▸ TASK TO CARRY OUT: I need each line of the entries below that includes the string "they".

▸ EXERCISE DATA:
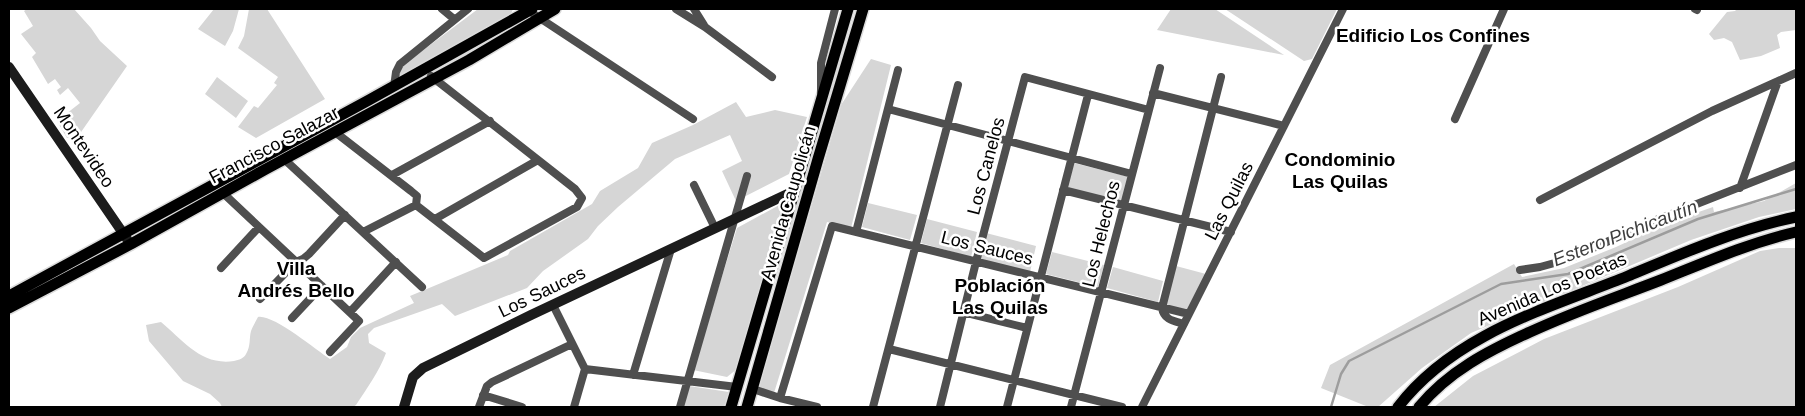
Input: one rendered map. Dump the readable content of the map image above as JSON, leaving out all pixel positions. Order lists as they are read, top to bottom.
{
  "streets": {
    "main road": ["Francisco Salazar", "Avenida Caupolicán", "Avenida Los Poetas"],
    "street": [
      "Montevideo",
      "Los Canelos",
      "Las Quilas",
      "Los Helechos",
      "Los Sauces"
    ]
  },
  "crossings": [
    ["Francisco Salazar", "Montevideo"],
    ["Los Canelos", "Los Sauces"],
    ["Las Quilas", "Los Sauces"],
    ["Avenida Caupolicán", "Los Sauces"],
    ["Los Helechos", "Los Sauces"]
  ],
  "districts": [
    "Edificio Los Confines",
    "Condominio Las Quilas",
    "Villa Andrés Bello",
    "Población Las Quilas"
  ],
  "water": ["Estero Pichicautín"]
}
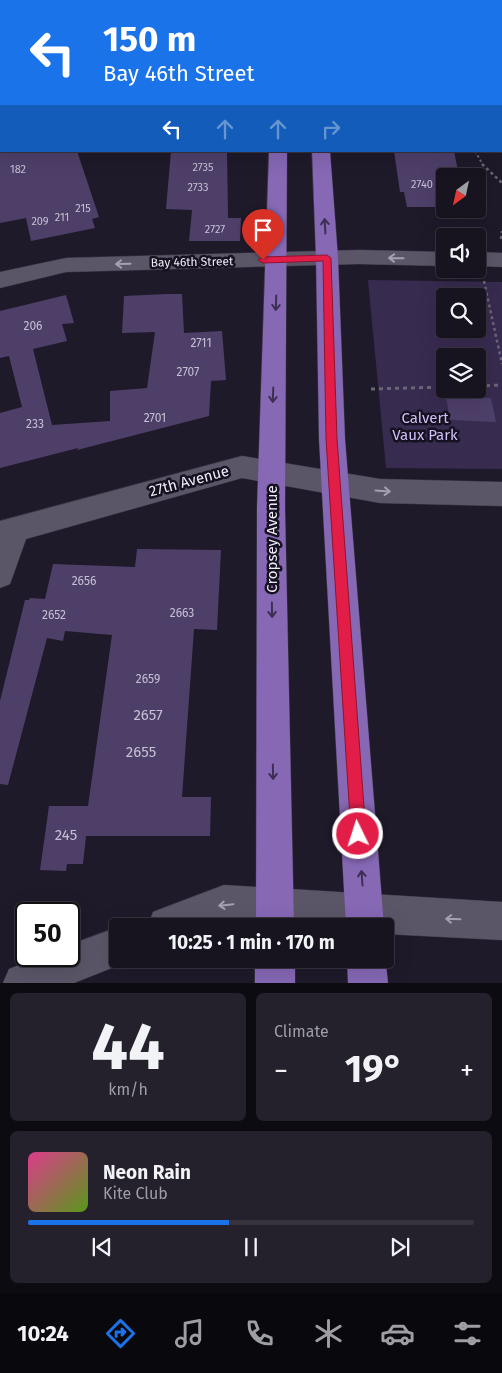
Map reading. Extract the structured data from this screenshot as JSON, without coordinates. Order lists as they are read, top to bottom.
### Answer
{
  "streets": {
    "main road": ["Cropsey Avenue"],
    "street": ["Bay 46th Street", "27th Avenue"]
  },
  "crossings": [
    ["Bay 46th Street", "Cropsey Avenue"],
    ["27th Avenue", "Cropsey Avenue"]
  ],
  "one_way": ["Bay 46th Street"],
  "parks": ["Calvert Vaux Park"],
  "house_numbers": [
    "2735",
    "182",
    "2740",
    "2733",
    "215",
    "211",
    "209",
    "2727",
    "206",
    "2711",
    "2707",
    "2701",
    "233",
    "2656",
    "2663",
    "2652",
    "2659",
    "2657",
    "2655",
    "245"
  ],
  "north": "bottom left",
  "page": {
    "turn": ["150 m", "Bay 46th Street"],
    "limit": "50",
    "trip": "10:25 · 1 min · 170 m",
    "tile": [
      ["44", "km/h"],
      "Climate"
    ],
    "heat": ["−", "19°", "+"],
    "song": ["Neon Rain", "Kite Club"],
    "tabs": "10:24"
  }
}
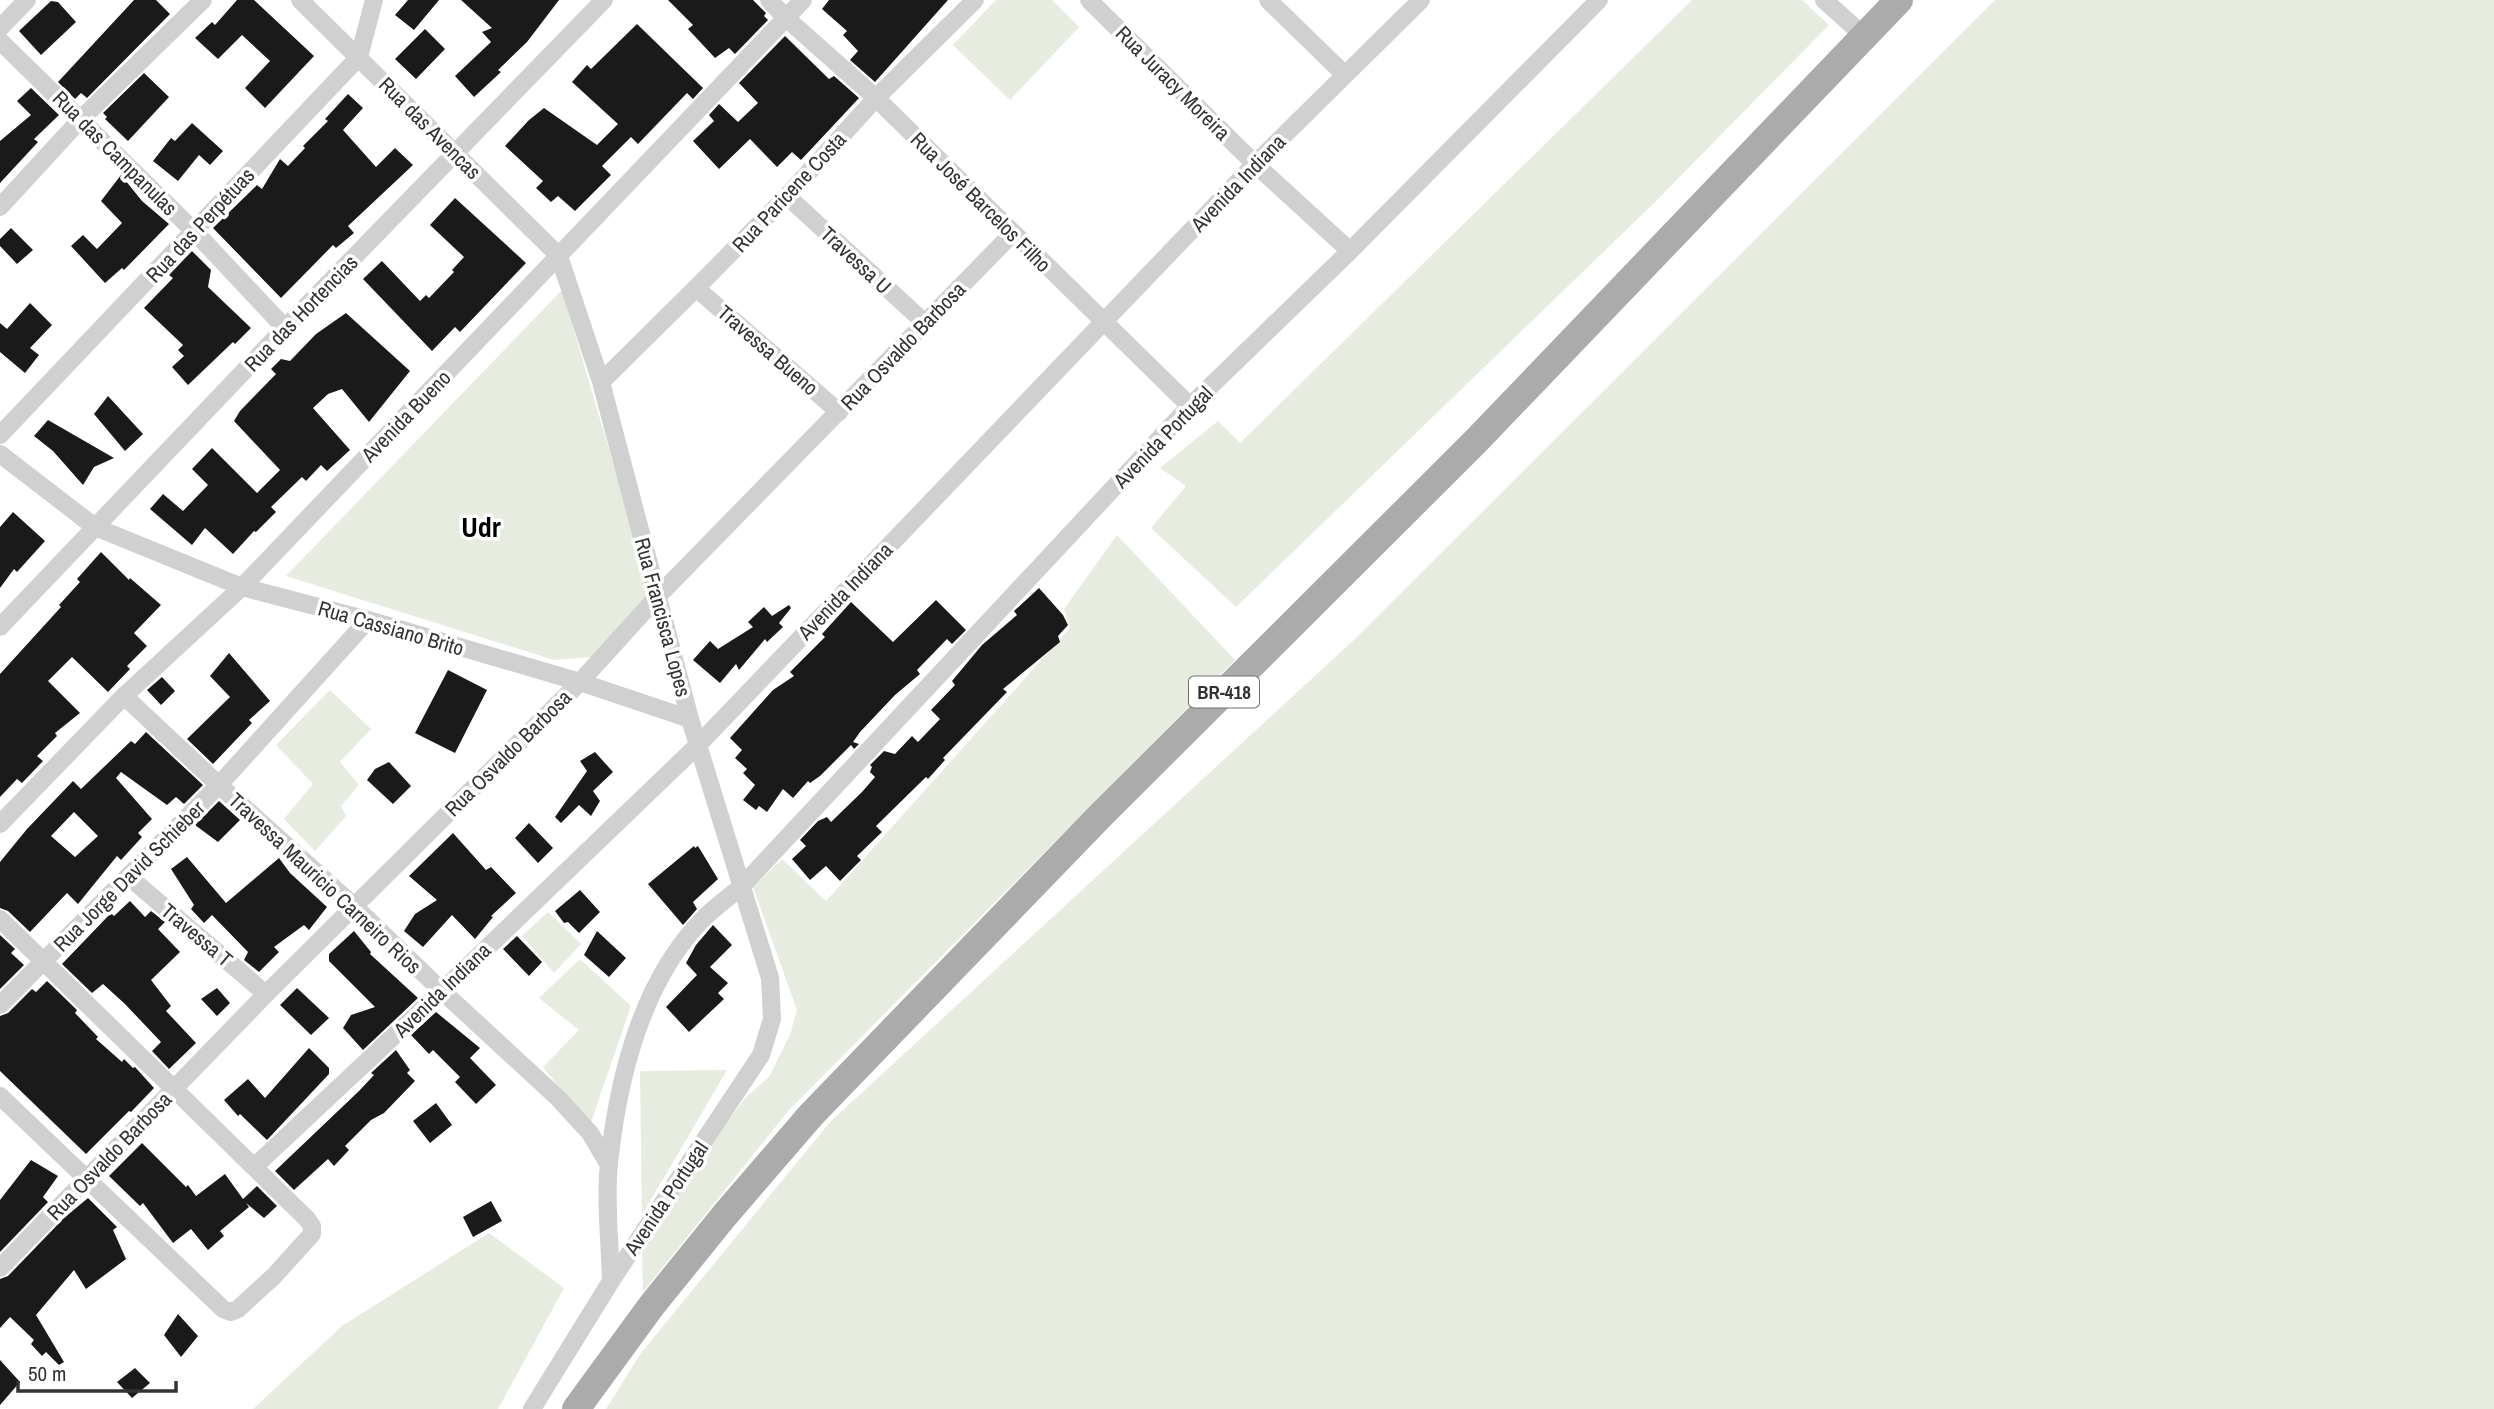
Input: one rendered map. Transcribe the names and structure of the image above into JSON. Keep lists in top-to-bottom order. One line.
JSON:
{"streets":{"main road":["BR-418"],"street":["Rua Juracy Moreira","Rua das Avencas","Rua das Campanulas","Avenida Indiana","Rua Paricene Costa","Rua José Barcelos Filho","Rua das Perpétuas","Travessa U","Rua das Hortencias","Rua Osvaldo Barbosa","Travessa Bueno","Avenida Bueno","Avenida Portugal","Rua Francisca Lopes","Rua Cassiano Brito","Rua Jorge David Schieber","Travessa Mauricio Carneiro Rios","Travessa T"]},"crossings":[["Rua Juracy Moreira","Avenida Indiana"],["Rua Juracy Moreira","Avenida Portugal"],["Rua das Avencas","Rua das Perpétuas"],["Rua das Avencas","Rua das Hortencias"],["Rua das Avencas","Avenida Bueno"],["Rua das Avencas","Rua Francisca Lopes"],["Rua das Campanulas","Rua das Perpétuas"],["Rua das Campanulas","Rua das Hortencias"],["Avenida Indiana","Rua José Barcelos Filho"],["Avenida Indiana","Rua Francisca Lopes"],["Avenida Indiana","Travessa Mauricio Carneiro Rios"],["Rua Paricene Costa","Rua José Barcelos Filho"],["Rua Paricene Costa","Travessa U"],["Rua Paricene Costa","Travessa Bueno"],["Rua Paricene Costa","Rua Francisca Lopes"],["Rua José Barcelos Filho","Rua Osvaldo Barbosa"],["Rua José Barcelos Filho","Avenida Bueno"],["Rua José Barcelos Filho","Avenida Portugal"],["Travessa U","Rua Osvaldo Barbosa"],["Rua das Hortencias","Rua Cassiano Brito"],["Rua Osvaldo Barbosa","Travessa Bueno"],["Rua Osvaldo Barbosa","Rua Francisca Lopes"],["Rua Osvaldo Barbosa","Rua Cassiano Brito"],["Rua Osvaldo Barbosa","Travessa Mauricio Carneiro Rios"],["Rua Osvaldo Barbosa","Travessa T"],["Avenida Bueno","Rua Francisca Lopes"],["Avenida Bueno","Rua Cassiano Brito"],["Avenida Bueno","Travessa Mauricio Carneiro Rios"],["Avenida Portugal","Rua Francisca Lopes"],["Avenida Portugal","Travessa Mauricio Carneiro Rios"],["Rua Francisca Lopes","Rua Cassiano Brito"],["Rua Cassiano Brito","Rua Jorge David Schieber"],["Rua Jorge David Schieber","Travessa Mauricio Carneiro Rios"],["Rua Jorge David Schieber","Travessa T"]],"districts":["Udr"],"scale_bar":"50 m"}
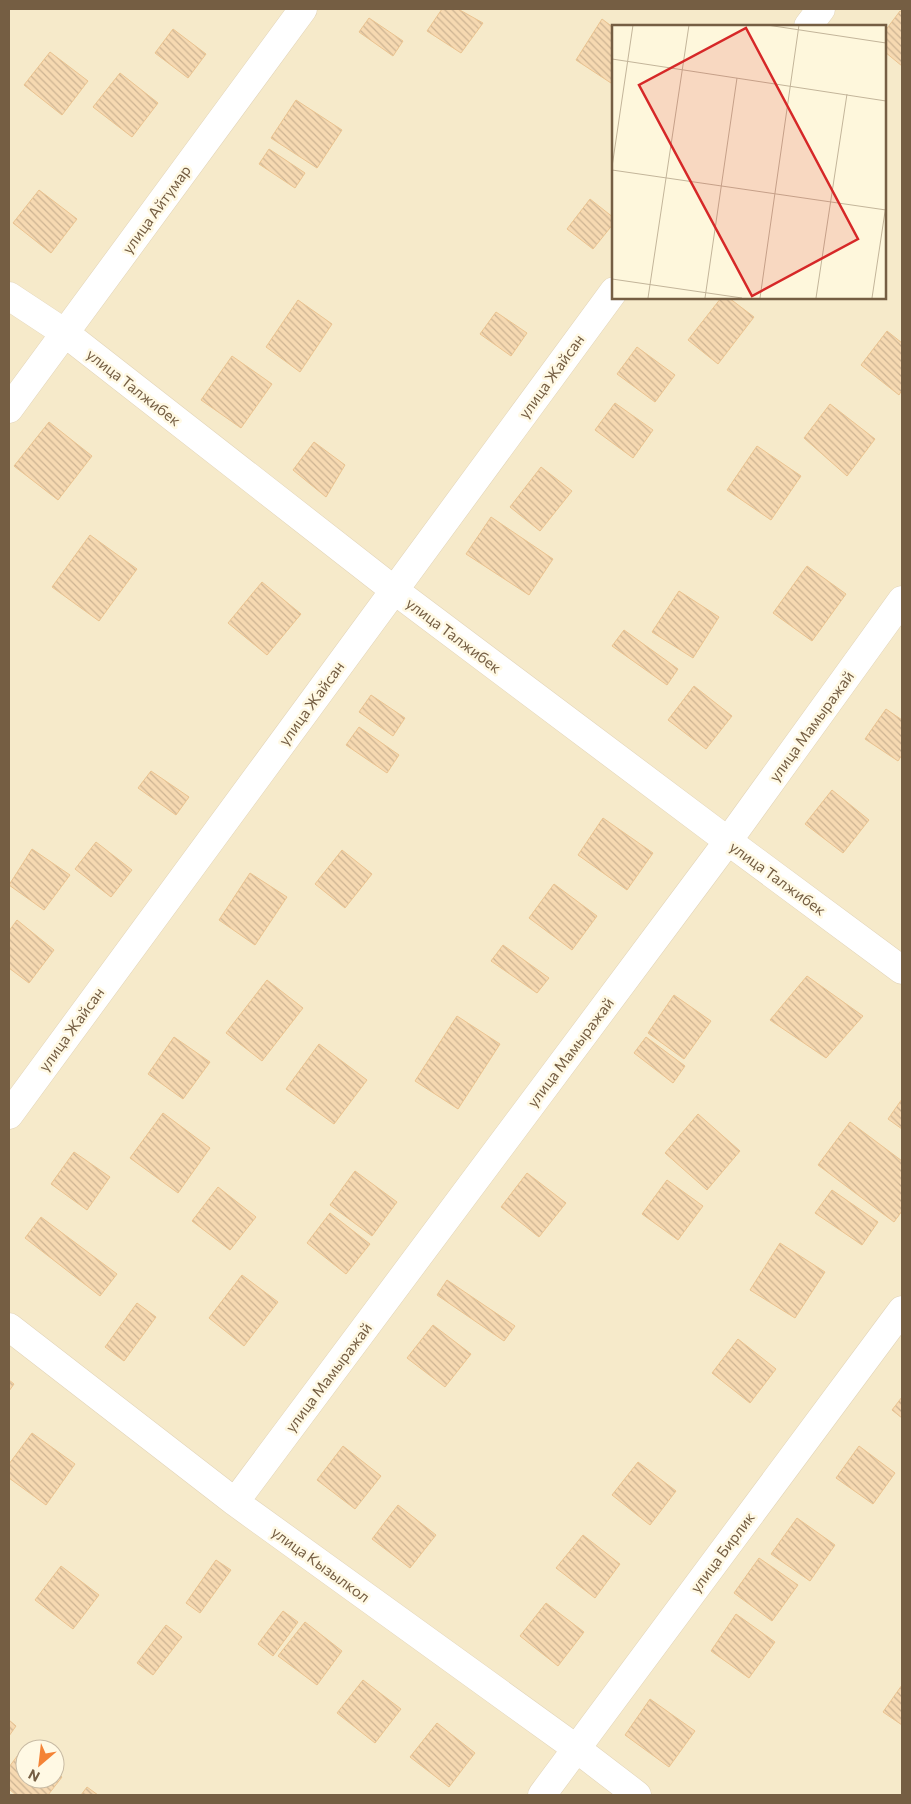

▸ OUTPUT BELOW:
Input: one rendered map. Dump the readable content of the map image above as JSON, leaving out all pixel positions. Order lists as they are read, top to bottom.
Map reading. Extract the structured data from this screenshot as JSON, without coordinates. Order lists as they are read, top to bottom.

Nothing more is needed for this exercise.